Choć mop przynajmniej miał walor edukacyjny…

A matka pod przykrywką kupowania zabawek dziecku może mieć wielki powrót do czasów, gdy była piękna i młoda, dobrze się bawiła a edukacja nie była kluczowa;]

Komentarze: 8
  • CzarownicaSa
    Kwiecień 29, 2015

    Mi Korad przy każdym zakupie zadaje pytanie, czy to na pewno dla dziecka… :D
    Furby’ego pamiętam, bardzo chciałam mieć… ale nie dało rady :( za to wybawiłam się nim jak pracowałam w Smyku :D
    Dla Rajki i tak najlepszą i nigdy nie nudzącą się zabawą jest puszczanie bąbelków ;)

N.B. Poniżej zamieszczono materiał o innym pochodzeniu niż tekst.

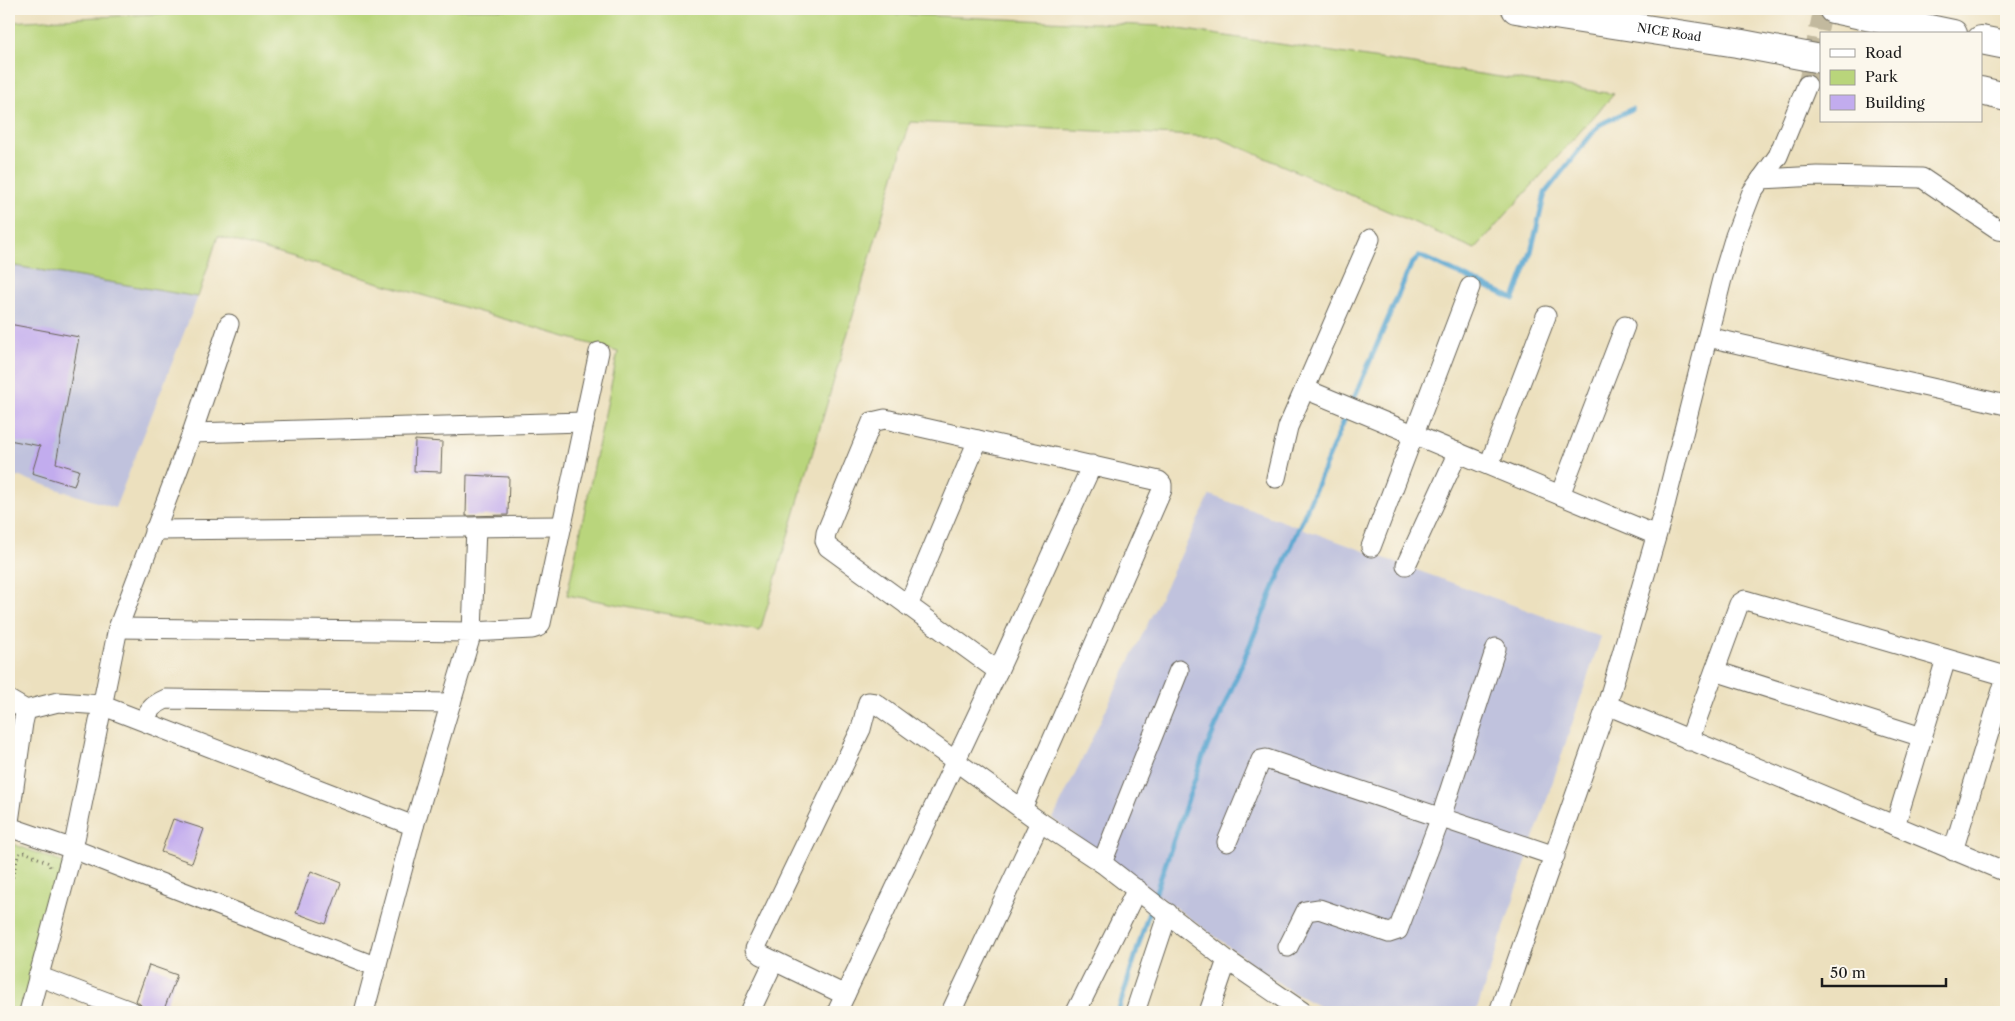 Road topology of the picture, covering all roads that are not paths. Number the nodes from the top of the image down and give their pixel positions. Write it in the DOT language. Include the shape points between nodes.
graph roads {
  1 [pos="1516,9"];
  2 [pos="1833,9"];
  3 [pos="1942,32"];
  4 [pos="1982,40"];
  5 [pos="2006,46"];
  6 [pos="1820,59"];
  7 [pos="1807,85"];
  8 [pos="1982,91"];
  9 [pos="2006,97"];
  10 [pos="1761,179"];
  11 [pos="2006,230"];
  12 [pos="1370,239"];
  13 [pos="1470,288"];
  14 [pos="1546,316"];
  15 [pos="228,324"];
  16 [pos="1625,326"];
  17 [pos="1708,337"];
  18 [pos="599,352"];
  19 [pos="1305,389"];
  20 [pos="2006,405"];
  21 [pos="584,422"];
  22 [pos="192,433"];
  23 [pos="1415,434"];
  24 [pos="978,440"];
  25 [pos="1458,452"];
  26 [pos="1092,465"];
  27 [pos="1489,465"];
  28 [pos="1276,478"];
  29 [pos="1560,495"];
  30 [pos="476,526"];
  31 [pos="562,526"];
  32 [pos="154,530"];
  33 [pos="1656,535"];
  34 [pos="1371,547"];
  35 [pos="1406,565"];
  36 [pos="908,606"];
  37 [pos="118,628"];
  38 [pos="472,632"];
  39 [pos="1496,648"];
  40 [pos="1946,659"];
  41 [pos="1179,670"];
  42 [pos="998,671"];
  43 [pos="1715,672"];
  44 [pos="2006,677"];
  45 [pos="9,700"];
  46 [pos="451,703"];
  47 [pos="101,705"];
  48 [pos="1606,705"];
  49 [pos="26,710"];
  50 [pos="144,721"];
  51 [pos="1922,737"];
  52 [pos="1689,741"];
  53 [pos="954,760"];
  54 [pos="1022,809"];
  55 [pos="1442,817"];
  56 [pos="9,822"];
  57 [pos="1040,822"];
  58 [pos="9,826"];
  59 [pos="414,826"];
  60 [pos="1895,826"];
  61 [pos="1228,842"];
  62 [pos="73,849"];
  63 [pos="1954,851"];
  64 [pos="1555,856"];
  65 [pos="1102,863"];
  66 [pos="2006,872"];
  67 [pos="1137,889"];
  68 [pos="1168,913"];
  69 [pos="1288,947"];
  70 [pos="1227,960"];
  71 [pos="774,961"];
  72 [pos="377,967"];
  73 [pos="38,976"];
  74 [pos="845,995"];
  75 [pos="113,1008"];
  76 [pos="29,1012"];
  77 [pos="133,1012"];
  78 [pos="364,1012"];
  79 [pos="750,1012"];
  80 [pos="837,1012"];
  81 [pos="951,1012"];
  82 [pos="1076,1012"];
  83 [pos="1135,1012"];
  84 [pos="1210,1012"];
  85 [pos="1302,1012"];
  86 [pos="1499,1012"];
  1 -- 6 [label="highway, NICE Road"];
  2 -- 3 [label="highway"];
  4 -- 5 [label="highway"];
  7 -- 10 [label="street" via="1778,156"];
  8 -- 9 [label="highway"];
  10 -- 11 [label="street" via="1817,176 1922,178 1999,230"];
  10 -- 17 [label="street" via="1752,192 1735,236"];
  12 -- 19 [label="street"];
  13 -- 23 [label="street"];
  14 -- 27 [label="street"];
  15 -- 22 [label="street"];
  16 -- 29 [label="street"];
  17 -- 20 [label="street"];
  17 -- 33 [label="street"];
  18 -- 21 [label="street"];
  19 -- 23 [label="street"];
  19 -- 28 [label="street" via="1288,427"];
  21 -- 22 [label="street"];
  21 -- 31 [label="street"];
  22 -- 32 [label="street"];
  23 -- 25 [label="street"];
  23 -- 34 [label="street"];
  24 -- 26 [label="street"];
  24 -- 36 [label="street"];
  24 -- 36 [label="street" via="885,419 872,422 825,541 828,547"];
  25 -- 27 [label="street"];
  25 -- 35 [label="street"];
  26 -- 42 [label="street"];
  26 -- 54 [label="street" via="1159,481 1162,490"];
  27 -- 29 [label="street"];
  29 -- 33 [label="street"];
  30 -- 31 [label="street"];
  30 -- 32 [label="street"];
  30 -- 38 [label="street"];
  31 -- 38 [label="street" via="538,627"];
  32 -- 37 [label="street"];
  33 -- 48 [label="street"];
  36 -- 42 [label="street"];
  37 -- 38 [label="street"];
  37 -- 47 [label="street"];
  38 -- 46 [label="street"];
  39 -- 55 [label="street"];
  40 -- 43 [label="street" via="1745,600 1739,604"];
  40 -- 44 [label="street"];
  40 -- 51 [label="street"];
  41 -- 65 [label="street"];
  42 -- 53 [label="street"];
  43 -- 51 [label="street"];
  43 -- 52 [label="street"];
  44 -- 63 [label="street"];
  45 -- 49 [label="street"];
  46 -- 50 [label="street" via="166,699 154,705"];
  46 -- 59 [label="street"];
  47 -- 49 [label="street" via="58,702"];
  47 -- 50 [label="street"];
  47 -- 62 [label="street"];
  48 -- 52 [label="street"];
  48 -- 64 [label="street"];
  49 -- 56 [label="street"];
  50 -- 59 [label="street"];
  51 -- 60 [label="street"];
  52 -- 60 [label="street"];
  53 -- 54 [label="street"];
  53 -- 71 [label="street" via="875,703 868,702 862,729 755,948"];
  53 -- 74 [label="street"];
  54 -- 57 [label="street"];
  55 -- 61 [label="street" via="1266,758 1261,760"];
  55 -- 64 [label="street"];
  55 -- 69 [label="street" via="1398,930 1389,933 1314,909 1306,911"];
  57 -- 65 [label="street"];
  57 -- 81 [label="street"];
  58 -- 62 [label="street"];
  59 -- 72 [label="street"];
  60 -- 63 [label="street"];
  62 -- 72 [label="street"];
  62 -- 73 [label="street"];
  63 -- 66 [label="street"];
  64 -- 86 [label="street"];
  65 -- 67 [label="street"];
  67 -- 68 [label="street"];
  67 -- 82 [label="street"];
  68 -- 70 [label="street"];
  68 -- 83 [label="street"];
  70 -- 84 [label="street"];
  70 -- 85 [label="street"];
  71 -- 74 [label="street"];
  71 -- 79 [label="street"];
  72 -- 78 [label="street"];
  73 -- 75 [label="street"];
  73 -- 76 [label="street"];
  74 -- 80 [label="street"];
  75 -- 77 [label="street"];
}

    • Księżniczka w kaloszach
      Kwiecień 29, 2015

      Oooo dawno nie puszczaliśmy bąbelków! Buziaki dla Rajki!

  • Siłaczka
    Kwiecień 29, 2015

    Ja też rewiduję poglądy i założenia. Marzyłam o oldskulowych, eko, retro, folk… Drewno i takie tam. Ale dziecko ma swoje zdanie. I widząc jej preferencje, kupiłam okropne pianinko Fisher Price, które mała uwielbia. A drewniana farma, rzutnik Ania i piasek kinetyczny czekają i tak ;)

    • Księżniczka w kaloszach
      Kwiecień 29, 2015

      U nas rzutnik na topie, a naj naj chyba jednak Lego. Ale nie duplaki, a Lego z Karola dzieciństwa. Także wiesz, vintage i retro;]

      • Siłaczka
        Maj 1, 2015

        Lego też czeka, u moich rodziców. Też retro takie – to się chyba Fabuland nazywało, nie było ludzików zwykłych, tylko takie z głowami zwierząt. Dziś już takich nie robią. Sama chętnie się znów pobawię :p

  • rozella
    Maj 3, 2015

    Kupiliśmy pod choinkę Ferbiego dla naszego wnuka Kuby. Pobawił się kilka chwil i Ferbie przeszedł na wyłączność w łapki jego siostry Poli. Pola ma półtora roku i gada z nim po swojemu. Tuli, daje buziaki i nie rozstaje się z nim .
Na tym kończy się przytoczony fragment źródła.